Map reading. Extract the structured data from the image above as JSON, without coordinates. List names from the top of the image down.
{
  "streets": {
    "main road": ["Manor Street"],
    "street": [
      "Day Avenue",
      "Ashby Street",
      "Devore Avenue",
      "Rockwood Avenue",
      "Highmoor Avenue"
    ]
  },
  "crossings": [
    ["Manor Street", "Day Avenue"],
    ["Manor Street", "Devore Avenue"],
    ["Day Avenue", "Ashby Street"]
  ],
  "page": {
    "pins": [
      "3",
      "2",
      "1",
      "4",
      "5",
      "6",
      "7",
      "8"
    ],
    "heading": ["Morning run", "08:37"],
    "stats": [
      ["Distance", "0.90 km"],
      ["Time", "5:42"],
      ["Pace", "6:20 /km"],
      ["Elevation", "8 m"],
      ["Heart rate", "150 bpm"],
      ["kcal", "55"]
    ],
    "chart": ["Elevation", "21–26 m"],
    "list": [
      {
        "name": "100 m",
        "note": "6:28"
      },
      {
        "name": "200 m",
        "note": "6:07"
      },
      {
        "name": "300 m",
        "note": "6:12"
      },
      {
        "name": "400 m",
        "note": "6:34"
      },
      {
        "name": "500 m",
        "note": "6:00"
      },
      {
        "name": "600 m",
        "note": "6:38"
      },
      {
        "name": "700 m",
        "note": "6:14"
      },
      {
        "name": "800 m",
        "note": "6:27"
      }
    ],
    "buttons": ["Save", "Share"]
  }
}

:::::

Required work: The material is to be written out again in full, with no word altered.

Output of the exercise:
Map reading. Extract the structured data from the image above as JSON, without coordinates. List names from the top of the image down.
{
  "streets": {
    "main road": ["Manor Street"],
    "street": [
      "Day Avenue",
      "Ashby Street",
      "Devore Avenue",
      "Rockwood Avenue",
      "Highmoor Avenue"
    ]
  },
  "crossings": [
    ["Manor Street", "Day Avenue"],
    ["Manor Street", "Devore Avenue"],
    ["Day Avenue", "Ashby Street"]
  ],
  "page": {
    "pins": [
      "3",
      "2",
      "1",
      "4",
      "5",
      "6",
      "7",
      "8"
    ],
    "heading": ["Morning run", "08:37"],
    "stats": [
      ["Distance", "0.90 km"],
      ["Time", "5:42"],
      ["Pace", "6:20 /km"],
      ["Elevation", "8 m"],
      ["Heart rate", "150 bpm"],
      ["kcal", "55"]
    ],
    "chart": ["Elevation", "21–26 m"],
    "list": [
      {
        "name": "100 m",
        "note": "6:28"
      },
      {
        "name": "200 m",
        "note": "6:07"
      },
      {
        "name": "300 m",
        "note": "6:12"
      },
      {
        "name": "400 m",
        "note": "6:34"
      },
      {
        "name": "500 m",
        "note": "6:00"
      },
      {
        "name": "600 m",
        "note": "6:38"
      },
      {
        "name": "700 m",
        "note": "6:14"
      },
      {
        "name": "800 m",
        "note": "6:27"
      }
    ],
    "buttons": ["Save", "Share"]
  }
}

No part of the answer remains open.